[14] It's Hurts

1K 77 9
                                    

"Jangan diem mulu dong, San." Rey yang sedang menyetir mobil melirik sekilas ke arah Sandra yang sedang melihat ke luar jendela.

Tidak ada jawaban dari Sandra. Sandra masih bungkam tanpa sepatah katapun yang keluar dari mulutnya. Walaupun sebenarnya Sandra sangat bosan dengan suasana seperti ini. Namun, rasa gengsinya yang cukup tinggi memaksa agar Sandra tetap diam.

"Tadi motor lo udah gua titipin sama satpam sekolah. Nanti gue minta tolong temen gue biar dia nganterin ke rumah lo." Rey melirik lagi, dan hasilnya tetap nihil. Sandra masih tetap bergeming.

Rey menggeleng-gelengkan kepalanya tak percaya. Dari dulu Sandra selalu begini, tak pernah berubah. Selalu memiliki gengsi di atas rata-rata. Tapi kita lihat saja, seberapa lama Sandra dapat bertahan di keadaan membosakan yang dia ciptakan sendiri.

"Njir bosen gue." Sandra berbicara dengan suara yang menurutnya sudah teramat sangat kecil. Tetapi telinga Rey cukup tajam untuk mendengar apa yang sudah Sandra bicarakan. Refleks Rey melukis senyum tipis di bibirnya.

"Lo masih menjadi Sandra yang dulu. Orang tergengsi yang pernah gue kenal, gengsi yang bikin lo masuk ke sumur yang lo buat sendiri." Sandra mengubah posisi duduknya menjadi mengahadap Rey yang masih fokus dengan jalanan.

"Dan lo juga, selalu bikin gue menciptakan sebuah keadaan yang gue sendiri kagak suka."

■■■

Setelah sampai di depan rumah, Sandra langsung turun dari mobil diikuti oleh Rey. Mereka berjalan bersisian menuju pintu rumah yang berdominan berwarna putih itu. Bisa terbilang cukup besar untuk keluarga kecil yang hanya beranggotakan ayah, ibu dan kedua anaknya.
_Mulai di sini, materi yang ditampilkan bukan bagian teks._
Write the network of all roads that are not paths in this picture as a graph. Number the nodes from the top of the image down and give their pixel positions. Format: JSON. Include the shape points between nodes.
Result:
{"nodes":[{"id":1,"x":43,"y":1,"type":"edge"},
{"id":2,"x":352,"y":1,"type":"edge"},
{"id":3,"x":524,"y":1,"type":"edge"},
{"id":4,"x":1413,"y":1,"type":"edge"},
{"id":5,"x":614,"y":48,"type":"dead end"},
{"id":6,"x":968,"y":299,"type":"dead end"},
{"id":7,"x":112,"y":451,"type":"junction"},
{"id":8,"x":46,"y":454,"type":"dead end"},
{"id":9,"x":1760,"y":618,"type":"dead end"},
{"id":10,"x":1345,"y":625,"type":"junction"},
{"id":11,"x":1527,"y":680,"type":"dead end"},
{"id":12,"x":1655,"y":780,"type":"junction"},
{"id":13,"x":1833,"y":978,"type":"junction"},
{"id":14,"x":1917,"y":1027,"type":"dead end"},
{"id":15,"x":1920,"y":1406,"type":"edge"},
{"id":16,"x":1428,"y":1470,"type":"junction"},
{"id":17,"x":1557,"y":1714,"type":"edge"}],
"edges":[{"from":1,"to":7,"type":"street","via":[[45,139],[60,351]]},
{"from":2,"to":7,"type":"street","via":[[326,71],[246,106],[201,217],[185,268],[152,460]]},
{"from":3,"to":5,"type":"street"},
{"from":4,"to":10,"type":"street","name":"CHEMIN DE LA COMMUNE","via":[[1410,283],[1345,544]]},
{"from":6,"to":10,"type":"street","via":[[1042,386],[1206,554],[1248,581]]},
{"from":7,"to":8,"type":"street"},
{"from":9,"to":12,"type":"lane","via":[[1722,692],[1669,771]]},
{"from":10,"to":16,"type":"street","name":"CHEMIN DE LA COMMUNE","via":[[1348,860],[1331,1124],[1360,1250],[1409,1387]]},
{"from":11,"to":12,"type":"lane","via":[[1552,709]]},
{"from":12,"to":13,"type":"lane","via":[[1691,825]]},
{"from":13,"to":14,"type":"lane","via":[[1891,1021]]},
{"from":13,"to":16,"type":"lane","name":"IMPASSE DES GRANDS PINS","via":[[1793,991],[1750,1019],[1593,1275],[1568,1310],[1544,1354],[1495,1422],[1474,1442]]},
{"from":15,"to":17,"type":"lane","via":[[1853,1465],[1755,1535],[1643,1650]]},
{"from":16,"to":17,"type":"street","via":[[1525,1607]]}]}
Sebenarnya, tujuan Rey ikut masuk ke dalam rumah Sandra hanya ingin singgah sebentar untuk sekedar menyapa mama dan papa Sandra yang dia ketahui bahwa mereka adalah orang tua dari Kania juga. Tak ada niatan untuk menambah masalah Sandra, hanya ingin memastikan bahwa hubungan antara Kania dan Sandra baik-baik saja.

Tok...tok...tok...

Sandra mengetuk pintu rumah dan beberapa saat kemudian pintu tersebut terbuka yang menampakkan seorang wanita dengan perawakan sedang serta berambut hitam legam yang dibiarkan tergerai.

Wanita tersebut tersenyum sekilas ke arah Sandra yang dibalas dengan putaran mata jengah dari Sandra. Lalu, ia langsung mengalihkan pandangannya ke arah Rey dan tersenyum jauh lebih tulus dari pada saat tersenyum dengan sandra.

"Eh, kamu apa kabar? Kamu Rey pacarnya Kania kan?" Wanita tersebut menatap lekat-lekat Rey dari pangkal rambut hingga ujung sepatu.

"Baik kok. Kalo Tante gimana, baik juga kan?" Rey tersenyum kikuk sambil melirik sekilas ke arah Sandra yang memasang wajah tanpa ekspresi.

"Tapi saya sama Kania cuma temen biasa aja kok, tan," jawab Rey tentang pertanyaan yang Tante Dinda lontarkan tadi.

"Kania-nya kemana? Kok kamu malah sama Sandra." Dinda-Mama Sandra mengarahkan pandangannya ke arah belakang Rey seperti mencari keberadaan Kania.

"Memang kenapa sih kalo Rey bareng sama Sandra? Masalah buat Anda?" Sandra bertanya dengan nada sinis. Sandra memang begini bila sudah berhadapan dengan Dinda, tak ada kelembutan sama sekali. Bahkan untuk bertatap muka dengan Dinda saja sudah cukup memuakkan bagi Sandra.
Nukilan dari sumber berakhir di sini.